This logic also explains why Orbán has been constructing what Martin Schulz, the President of the European Parliament, once called a “Fidesz state”: all positions in the state apparatus are filled with party loyalists, and checks and balances are disabled. After all, if one believes that one truly serves or de facto is the nation, what can be wrong with appropriating the state? In the same vein, why not restrict benefits of the “work-based state” to those who properly belong to the “Fidesz nation” and exclude those who do not truly belong: the Roma, the liberals, etc.? What political scientists call “mass clientelism” is not peculiar to populist regimes—but governments like Orbán’s can implement it with a good conscience, so to speak. After all, everyone gets what they deserve, based on the right understanding of the nation.
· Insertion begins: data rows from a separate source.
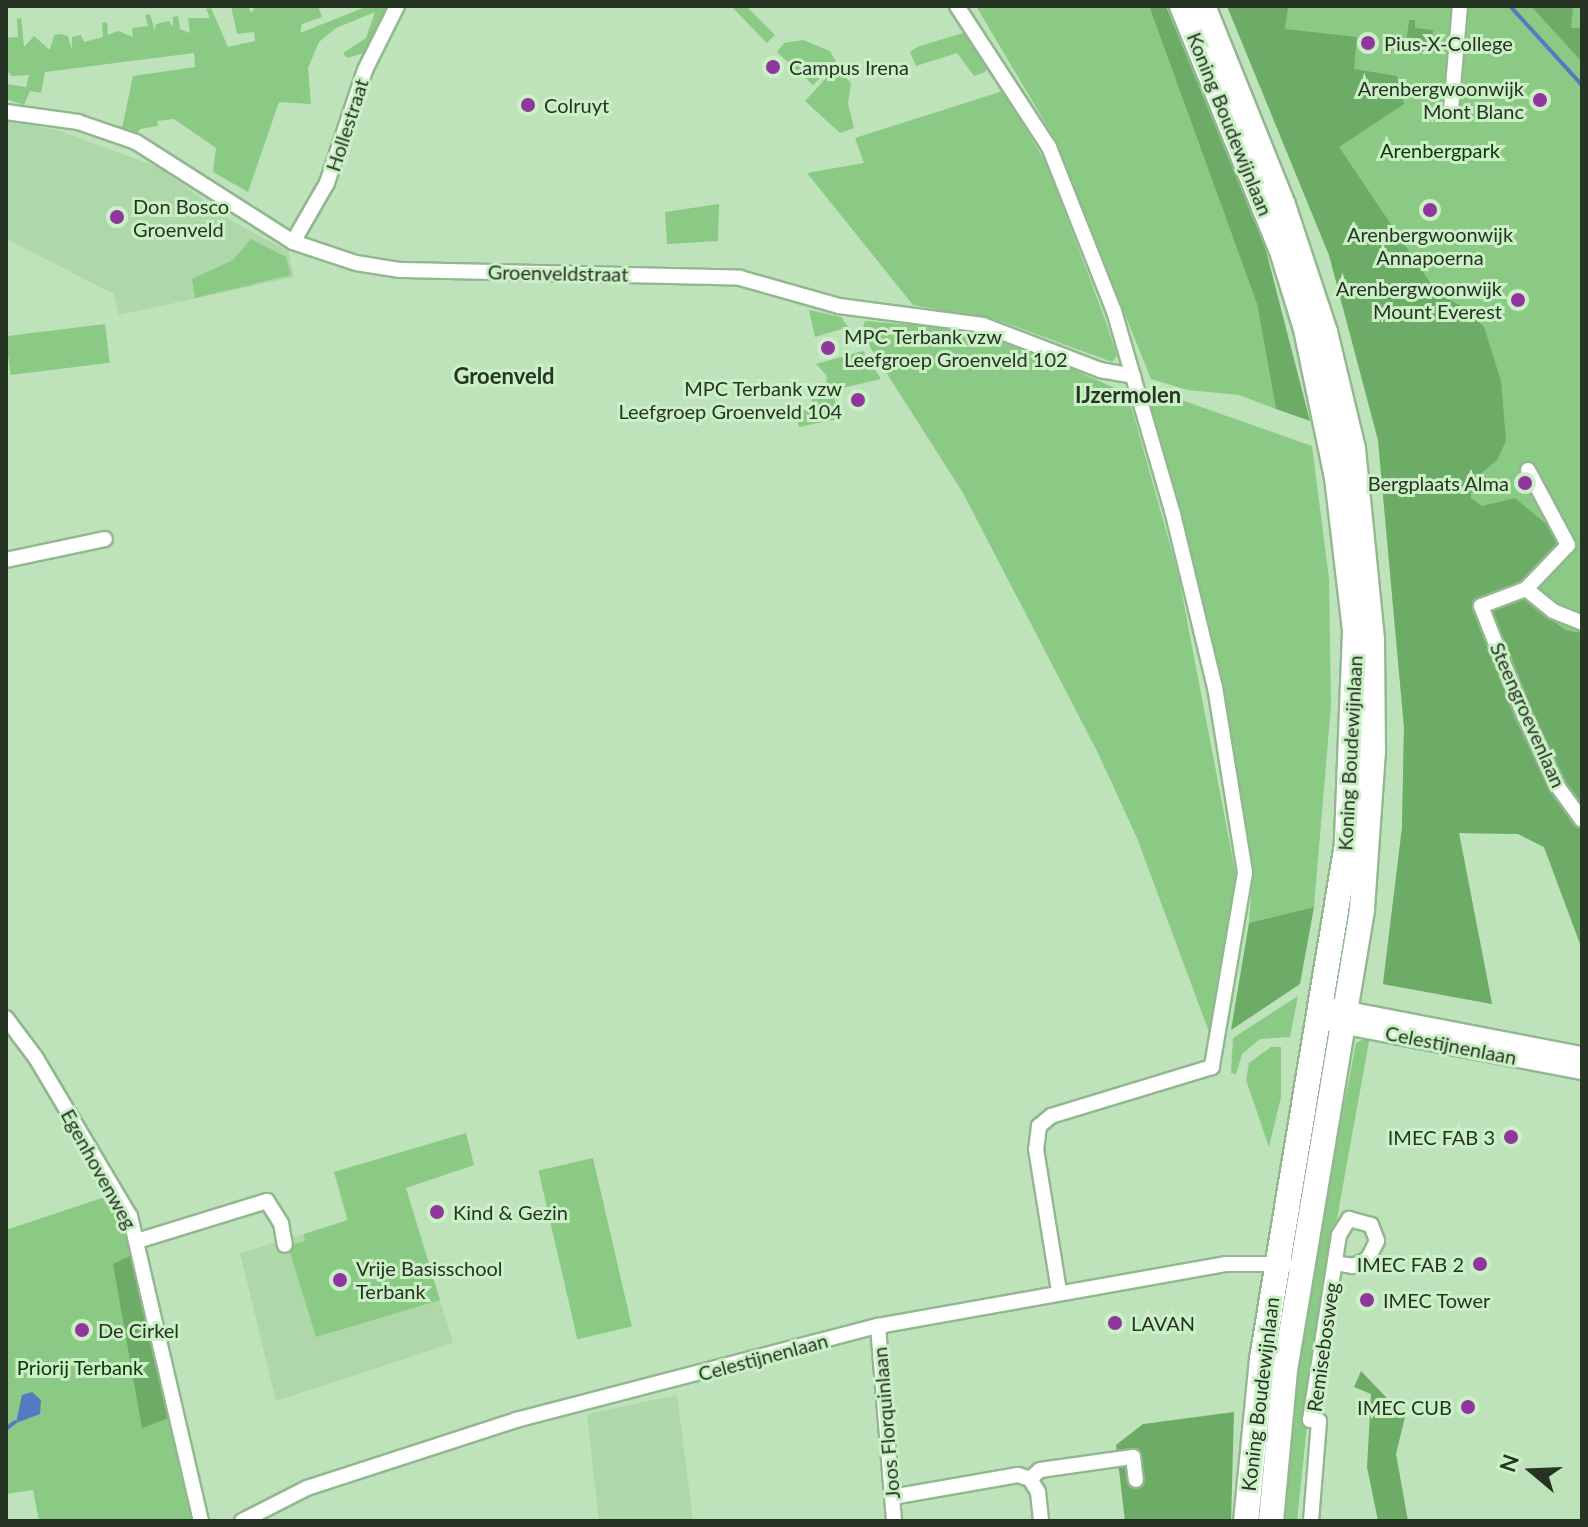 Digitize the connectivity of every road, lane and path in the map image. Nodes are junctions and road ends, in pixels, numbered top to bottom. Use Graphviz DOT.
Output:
graph roads {
  1 [pos="397,6"];
  2 [pos="957,6"];
  3 [pos="1182,6"];
  4 [pos="1203,6"];
  5 [pos="1460,6"];
  6 [pos="1451,109"];
  7 [pos="6,112"];
  8 [pos="293,242"];
  9 [pos="1133,376"];
  10 [pos="1528,470"];
  11 [pos="105,539"];
  12 [pos="6,560"];
  13 [pos="1526,589"];
  14 [pos="1582,623"];
  15 [pos="1582,820"];
  16 [pos="1333,1015"];
  17 [pos="6,1018"];
  18 [pos="1582,1056"];
  19 [pos="1582,1070"];
  20 [pos="137,1241"];
  21 [pos="285,1245"];
  22 [pos="1335,1263"];
  23 [pos="1289,1264"];
  24 [pos="1059,1291"];
  25 [pos="878,1326"];
  26 [pos="1030,1479"];
  27 [pos="1136,1480"];
  28 [pos="892,1497"];
  29 [pos="201,1521"];
  30 [pos="242,1521"];
  31 [pos="894,1521"];
  32 [pos="1041,1521"];
  33 [pos="1246,1521"];
  34 [pos="1271,1521"];
  35 [pos="1311,1521"];
  1 -- 8 [label="street, Hollestraat"];
  2 -- 9 [label="street"];
  3 -- 16 [label="highway, Koning Boudewijnlaan"];
  4 -- 16 [label="highway, Koning Boudewijnlaan"];
  5 -- 6 [label="street"];
  7 -- 8 [label="street, Groenveldstraat"];
  8 -- 9 [label="street, Groenveldstraat"];
  9 -- 24 [label="street"];
  10 -- 13 [label="street"];
  11 -- 12 [label="street"];
  13 -- 14 [label="street"];
  13 -- 15 [label="street, Steengroevenlaan"];
  16 -- 18 [label="street, Celestijnenlaan"];
  16 -- 19 [label="street, Celestijnenlaan"];
  16 -- 23 [label="highway, Koning Boudewijnlaan"];
  17 -- 20 [label="street, Egenhovenweg"];
  20 -- 21 [label="street"];
  20 -- 29 [label="street, Egenhovenweg"];
  22 -- 35 [label="street, Remisebosweg"];
  23 -- 24 [label="street, Celestijnenlaan"];
  23 -- 33 [label="highway, Koning Boudewijnlaan"];
  23 -- 34 [label="highway, Koning Boudewijnlaan"];
  24 -- 25 [label="street, Celestijnenlaan"];
  25 -- 28 [label="street, Joos Florquinlaan"];
  25 -- 30 [label="street, Celestijnenlaan"];
  26 -- 27 [label="street"];
  26 -- 28 [label="street"];
  26 -- 32 [label="street"];
  28 -- 31 [label="street, Joos Florquinlaan"];
} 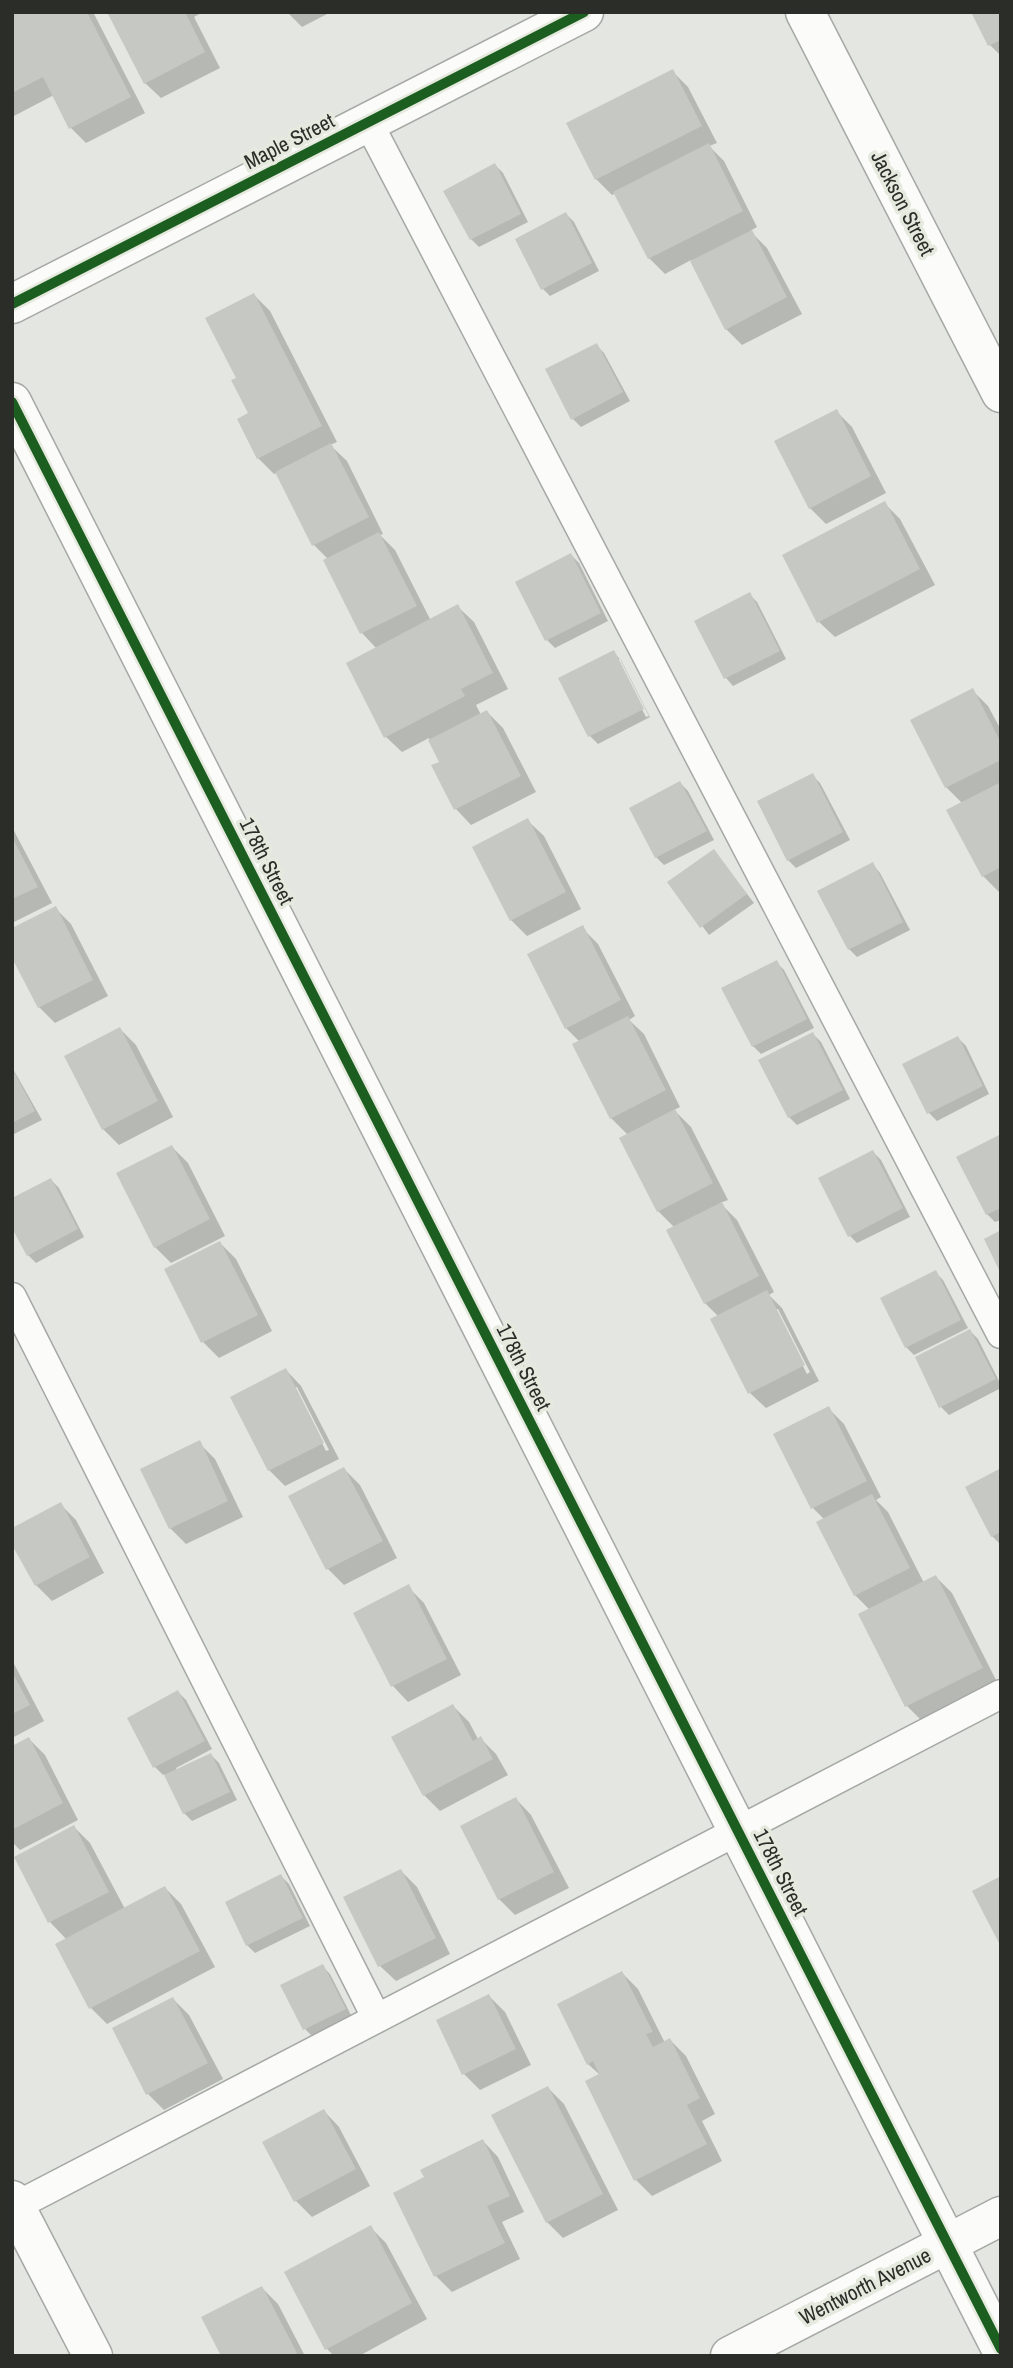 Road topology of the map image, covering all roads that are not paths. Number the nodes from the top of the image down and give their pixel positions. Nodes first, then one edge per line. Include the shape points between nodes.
1 (584, 12) edge
2 (805, 12) edge
3 (369, 122) junction
4 (12, 304) edge
5 (1001, 393) edge
6 (12, 402) edge
7 (12, 1297) edge
8 (1001, 1334) edge
9 (1001, 1694) edge
10 (738, 1830) junction
11 (376, 2017) junction
12 (13, 2205) edge
13 (1001, 2216) edge
14 (947, 2244) junction
15 (1001, 2349) edge
16 (93, 2356) edge
17 (730, 2356) edge

1 - 3 street, Maple Street
2 - 5 street, Jackson Street
3 - 4 street, Maple Street
3 - 8 lane
6 - 10 street, 178th Street
7 - 11 lane
9 - 10 lane
10 - 11 lane
10 - 14 street, 178th Street
11 - 12 lane
12 - 16 street
13 - 14 street, Wentworth Avenue
14 - 15 street, 178th Street
14 - 17 street, Wentworth Avenue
Once a Fidesz state is constructed, the next logical step is to complete the project of a “Fidesz people”—in a sense making the core populist claim that only Fidesz truly represents the nation in retrospect. The party needs to bring into existence the very people in whose name it has been acting all along. We are witnessing this process right now: the last remnants of independent civil society are being attacked (with the claim, also frequently voiced by Putin, that civil society organizations are steered by foreign agents); media freedom is further restricted; and, most importantly for the long-term, the economy is highly politicized. As my colleague Kim Lane Scheppele has been pointing out, political loyalties and connections have become crucial for success in Hungarian business. In that sense, it is actually too imprecise to call the systems of Hungary or also Russia “authoritarian capitalism,” as Michael Ignatieff has done recently. Without wanting to sing the praises of pure, impartial capitalism, one can note that crony capitalism is a category of its own. And crony capitalism can also be justified with yet another nationalist-populist moral claim: Orbán and Putin, often through outright nationalizations, say that they put the interests of the nation first.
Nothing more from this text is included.